Absinthe, un parfum de bohème
Une boisson suisse au passé tumultueux dont les producteurs jouent résolument la carte de la discrétion. La fée verte est un alcool à l’arôme très frais et pourtant centenaire. Rencontre avec Pierre-André Delachaux qui nous en dévoile quelques facettes.

Tout le monde connaît son nom mais beaucoup ignorent sa longue et mystérieuse histoire. Fruit de la fierté helvétique, la « fée verte » naît dans la Val de Travers, précisément à Couvet, où l’on a retracé la première distillerie de Henri-Louis Pernod (1797), qui sera à l’origine de l’empire Pernod-Ricard. Le lien entre cette boisson et son berceau géographique est si étroit qu’elle prend aussi le nom de « lait du Jura ». Grandi au milieu de cette tradition et de ses légendes, Pierre-André Delachaux, professeur d’histoire ainsi que co-fondateur et président de l’exposition Môtiers art en plein air, est l’une des hautes autorités en matière d’absinthe. A travers une riche bibliographie, il a décortiqué la coïncidence des éléments qui ont créé le mythe de l’absinthe. Né comme médicament pour soigner le paludisme, il devient l’apéritif à la mode pendant tout le 19ème et reçoit ses lettres de noblesse grâce à Toulouse Lautrec, Degas, Van Gogh et Picasso qui la consomment tout autant qu’ils la représentent. Boisson des artistes ? Oui, mais Delachaux précise que « l’absinthe ne crée pas le génie, elle l’accompagne ».

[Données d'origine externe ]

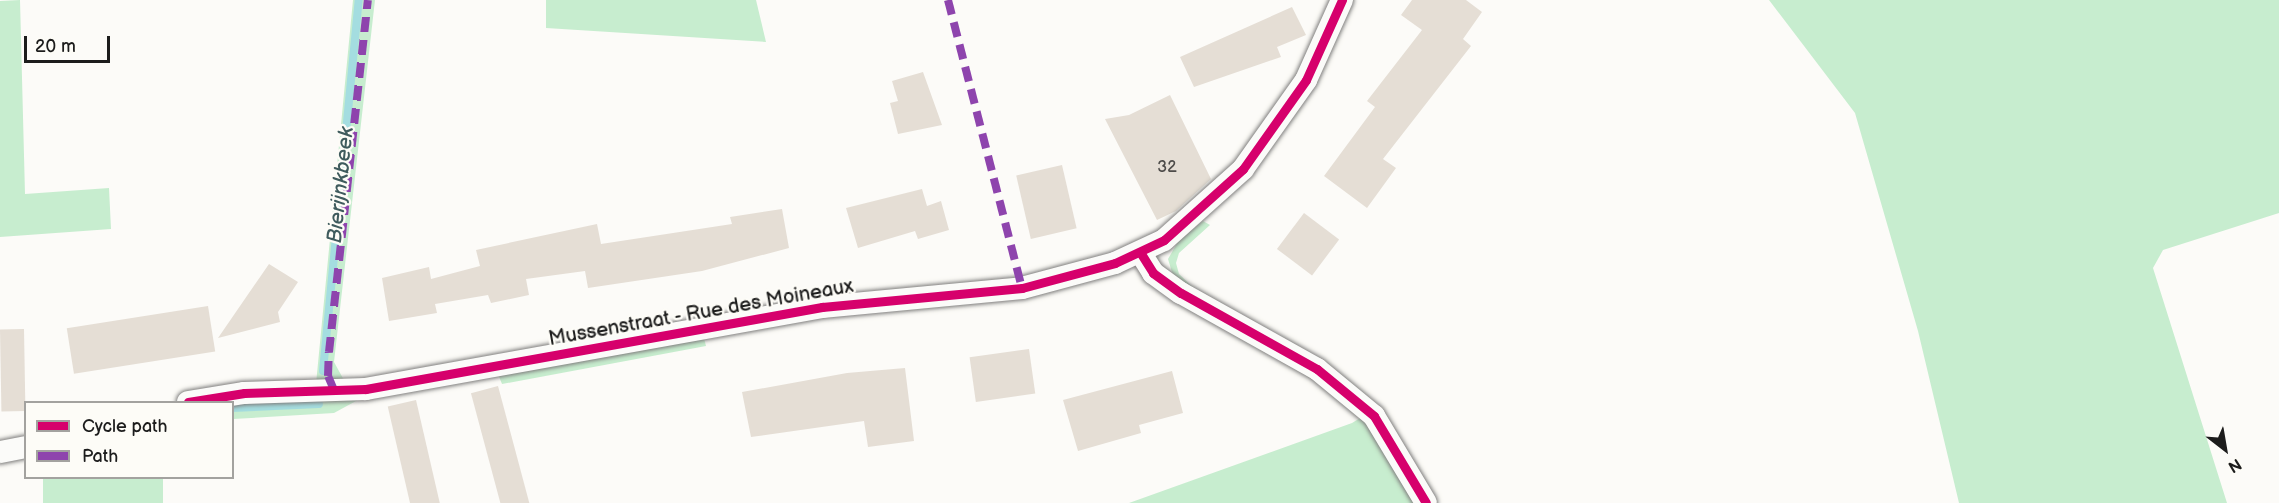 <!DOCTYPE html>
<html>
<head>
<meta charset="utf-8">
<style>
  body { margin:0 }
  #map { position:relative; width:2279px; height:503px; overflow:hidden; background:#fcfbf8; font-family:"Balsamiq Sans",sans-serif }
  div>[style] { position:absolute }
  .green>* { inset:0; background:#c7edcf; transform-origin:0 0 }
  .stream>* { height:8px; margin:-4px; padding:0 4px; transform-origin:4px; border-radius:4px; background:#a4dde0 }
  .building>* { inset:0; background:#e5ded5; transform-origin:0 0 }
  .roads { filter:drop-shadow(0 0 2px #81807f) drop-shadow(0 0 2px #81807f) }
  .street>* { height:22px; margin:-11px; padding:0 11px; transform-origin:11px; border-radius:11px; background:#fbfbf9 }
  .quiet>* { height:8px; margin-top:-4px; transform-origin:0; background:repeating-linear-gradient(90deg,#8e44ad 0 15px,transparent 0 23px) }
  .cycleway>* { height:9px; margin:-4.5px; padding:0 4.5px; transform-origin:4.5px; border-radius:4.5px; background:#d6006c }
  span { translate:-50% -50%; white-space:nowrap; text-align:center; line-height:1.15; -webkit-text-stroke:4.5px #fdfcf7; paint-order:stroke }
  .number-label { font-size:16px; color:#4e4c4a }
  .number-label span { -webkit-text-stroke-width:0 }
  .street-label { font-size:20px; color:#1c1c1c }
  .water-label { font-size:21px; color:#3f5b5d; font-style:italic }
  .legend { position:absolute; left:24px; top:401px; width:210px; height:78px; box-sizing:border-box; background:#fdfcf7; border:2px solid #a3a29f; margin:0; padding:8px 10px; list-style:none; font-size:18px; color:#1c1c1c }
  .legend li { display:flex; align-items:center; gap:12px; height:30px }
  .legend b { width:30px; border:2px solid #a3a29f }
  .north { position:absolute; left:2195px; top:419px; width:60px; height:60px; -webkit-text-stroke:4px #fdfcf7; paint-order:stroke; rotate:149deg; font-size:16px; font-weight:700; line-height:24px; text-align:center; color:#1c1c1c }
  .north::after { content:''; display:block; margin:auto; width:21px; height:27px; background:#1c1c1c; clip-path:polygon(50% 0,100% 100%,50% 72%,0 100%) }
  .scale { position:absolute; left:24px; top:36px; width:86px; height:27px; box-sizing:border-box; border:3px solid #1c1c1c; border-top:0; padding-left:8px; font-size:18px; line-height:21px; white-space:nowrap; color:#1c1c1c; -webkit-text-stroke:4px #fdfcf7; paint-order:stroke }
</style>
</head>
<body>
<div id="map">
  <div class="green">
    <i style="clip-path:polygon(20px 0,25px 194px,109px 188px,111px 229px,0 237px,0 1px)"></i>
    <i style="clip-path:polygon(353px 0,375px 0,334px 362px,345px 382px,316px 384px)"></i>
    <i style="clip-path:polygon(546px 0,756px 0,766px 42px,546px 28px)"></i>
    <i style="clip-path:polygon(1769px 0,2279px 0,2279px 213px,2163px 250px,2153px 268px,2227px 503px,1959px 503px,1918px 331px,1855px 113px)"></i>
    <i style="clip-path:polygon(1203px 221px,1210px 225px,1179px 253px,1176px 263px,1179px 274px,1199px 293px,1174px 279px,1168px 259px,1179px 240px)"></i>
    <i style="clip-path:polygon(703px 334px,706px 346px,502px 384px,498px 374px)"></i>
    <i style="clip-path:polygon(367px 395px,334px 413px,233px 419px,232px 402px)"></i>
    <i style="clip-path:polygon(1365px 415px,1419px 503px,1129px 503px,1352px 423px)"></i>
    <i style="left:43px;top:478px;width:120px;height:25px"></i>
  </div>
  <div class="stream">
    <i style="left:323px;top:371px;width:373px;rotate:-84.5deg"></i>
    <i style="left:232px;top:408px;width:87px;rotate:-2.6deg"></i>
  </div>
  <div class="building">
    <i style="clip-path:polygon(1412px 0,1466px 0,1482px 12px,1463px 39px,1471px 46px,1383px 159px,1396px 168px,1367px 208px,1324px 176px,1375px 107px,1367px 101px,1422px 30px,1401px 15px)"></i>
    <i style="clip-path:polygon(1292px 7px,1306px 35px,1277px 47px,1281px 57px,1194px 87px,1180px 57px)"></i>
    <i style="clip-path:polygon(923px 72px,942px 125px,898px 134px,890px 103px,898px 101px,892px 81px)"></i>
    <i style="clip-path:polygon(1170px 95px,1211px 179px,1176px 211px,1157px 220px,1105px 119px,1129px 115px)"></i>
    <i style="left:1062px;top:165px;width:65px;height:47px;rotate:77deg"></i>
    <i style="clip-path:polygon(922px 189px,927px 206px,941px 201px,949px 230px,918px 239px,915px 231px,858px 248px,846px 208px)"></i>
    <i style="clip-path:polygon(782px 209px,789px 248px,702px 271px,588px 288px,585px 271px,526px 279px,529px 295px,491px 303px,488px 295px,435px 304px,437px 313px,389px 321px,382px 278px,429px 267px,431px 279px,480px 266px,476px 250px,597px 224px,601px 244px,732px 224px,730px 217px)"></i>
    <i style="left:1304px;top:213px;width:44px;height:45px;rotate:37deg"></i>
    <i style="clip-path:polygon(269px 264px,298px 282px,278px 312px,280px 322px,218px 338px)"></i>
    <i style="left:208px;top:306px;width:46px;height:143px;rotate:81deg"></i>
    <i style="left:24px;top:329px;width:82px;height:24px;rotate:89deg"></i>
    <i style="left:1029px;top:349px;width:45px;height:60px;rotate:82deg"></i>
    <i style="clip-path:polygon(905px 368px,914px 441px,868px 447px,864px 421px,751px 437px,742px 392px,847px 373px)"></i>
    <i style="clip-path:polygon(1172px 371px,1183px 413px,1139px 425px,1141px 433px,1078px 451px,1063px 400px)"></i>
    <i style="left:498px;top:386px;width:121px;height:28px;rotate:75deg"></i>
    <i style="left:416px;top:400px;width:106px;height:29px;rotate:77deg"></i>
  </div>
  <div class="roads">
    <div class="street">
      <i style="left:1140px;top:252px;width:25px;rotate:58deg"></i>
      <i style="left:1153px;top:273px;width:34px;rotate:36deg"></i>
      <i style="left:1181px;top:293px;width:156px;rotate:29.2deg"></i>
      <i style="left:1317px;top:369px;width:74px;rotate:39.5deg"></i>
      <i style="left:1374px;top:416px;width:101px;rotate:59.1deg"></i>
      <i style="left:188px;top:402px;width:57px;rotate:-9.1deg"></i>
      <i style="left:244px;top:393px;width:122px;rotate:-1.9deg"></i>
      <i style="left:366px;top:389px;width:463px;rotate:-10.2deg"></i>
      <i style="left:822px;top:307px;width:201px;rotate:-5.4deg"></i>
      <i style="left:1022px;top:288px;width:96px;rotate:-15deg"></i>
      <i style="left:1115px;top:263px;width:54px;rotate:-25.1deg"></i>
      <i style="left:1164px;top:240px;width:106px;rotate:-41.9deg"></i>
      <i style="left:1243px;top:169px;width:109px;rotate:-54.7deg"></i>
      <i style="left:1306px;top:80px;width:88px;rotate:-65.8deg"></i>
      <i style="left:0;top:452px;width:26px;rotate:-11deg"></i>
    </div>
  </div>
  <div class="quiet">
    <i style="left:948px;top:0;width:297px;rotate:75.6deg"></i>
    <i style="left:334px;top:390px;width:15px;rotate:-113deg"></i>
    <i style="left:328px;top:376px;width:24px;rotate:-88deg"></i>
    <i style="left:329px;top:352px;width:354px;rotate:-83.7deg"></i>
  </div>
  <div class="cycleway">
    <i style="left:1140px;top:252px;width:25px;rotate:58deg"></i>
    <i style="left:1153px;top:273px;width:34px;rotate:36deg"></i>
    <i style="left:1181px;top:293px;width:156px;rotate:29.2deg"></i>
    <i style="left:1317px;top:369px;width:74px;rotate:39.5deg"></i>
    <i style="left:1374px;top:416px;width:101px;rotate:59.1deg"></i>
    <i style="left:188px;top:402px;width:57px;rotate:-9.1deg"></i>
    <i style="left:244px;top:393px;width:122px;rotate:-1.9deg"></i>
    <i style="left:366px;top:389px;width:463px;rotate:-10.2deg"></i>
    <i style="left:822px;top:307px;width:201px;rotate:-5.4deg"></i>
    <i style="left:1022px;top:288px;width:96px;rotate:-15deg"></i>
    <i style="left:1115px;top:263px;width:54px;rotate:-25.1deg"></i>
    <i style="left:1164px;top:240px;width:106px;rotate:-41.9deg"></i>
    <i style="left:1243px;top:169px;width:109px;rotate:-54.7deg"></i>
    <i style="left:1306px;top:80px;width:88px;rotate:-65.8deg"></i>
  </div>
  <div class="number-label">
    <span style="left:1167px;top:168px">32</span>
  </div>
  <div class="street-label">
    <span style="left:701px;top:313px;rotate:-10deg">Mussenstraat - Rue des Moineaux</span>
  </div>
  <div class="water-label">
    <span style="left:341px;top:185px;rotate:-84deg">Bierijnkbeek</span>
  </div>
  <ul class="legend">
  <li><b style="height:8px;background:#d6006c"></b>Cycle path</li>
  <li><b style="height:8px;background:#8e44ad"></b>Path</li>
  </ul>
  <div class="north">N</div>
  <div class="scale">20 m</div>
</div>
</body>
</html>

Au début du XXe siècle, c’est la rançon du succès et l’absinthe sera considérée par certains comme la principale cause d’alcoolisme chez les ouvriers. Elle sera finalement interdite en Suisse, puis partout en Europe, mais sa distillation et sa consommation continueront en cachette. Il faudra attendre 2005 pour qu’elle retrouve sa légitimité. Cette période de prohibition sera le décor de nombreuses histoires rocambolesques qui se racontent, un éclat dans les yeux, autour d’un verre et rajoutent au mythe de cette boisson non-ordinaire. Un voyage dans le Val-de-Travers est le meilleur moyen de trouver l’absinthe qui vous convient en visitant quelques unes des nonante distilleries artisanales ou plus industrielles du pays. Avec un titrage en alcool qui varie entre 53° et 77°, il est évidemment conseillé d’être modéré. Voici quelques unes des productions à dénicher sur place : Celle à Guilloud, la Guilloutine, la Môtisanne, la Clandestine, la Valotte, la Petite Fée, la Nouvelle Fée Verte, la 2112, la Tradition… Mais en dehors de ces jolis noms que faut-il retenir de ce breuvage ? Gravée dans l’imaginaire collectif reste l’image du rituel qui d’antan en accompagnait la consommation. A l’aide d’une fontaine à absinthe, on faisait couler un mince filet d’eau au-dessus d’un morceau de sucre posé sur une cuillère percée. Le sucre cachait la forte amertume de certaines productions. « Aujourd’hui, utiliser cette cuillère relève presque de la démonstration pour touristes » nous confie Pierre-André Delachaux tout en précisant que la cérémonie se perpétue, mais sans artifices. Il faut tout simplement verser lentement l’eau sur l’absinthe et observer comment la « bleue » se trouble, puis humer le bouquet complet et harmonieux des dix plantes qui la composent et lui confèrent maintes propriétés : tonifiante et stimulante grâce à la grande et petite absinthe, digestive avec le fenouil et l’anis.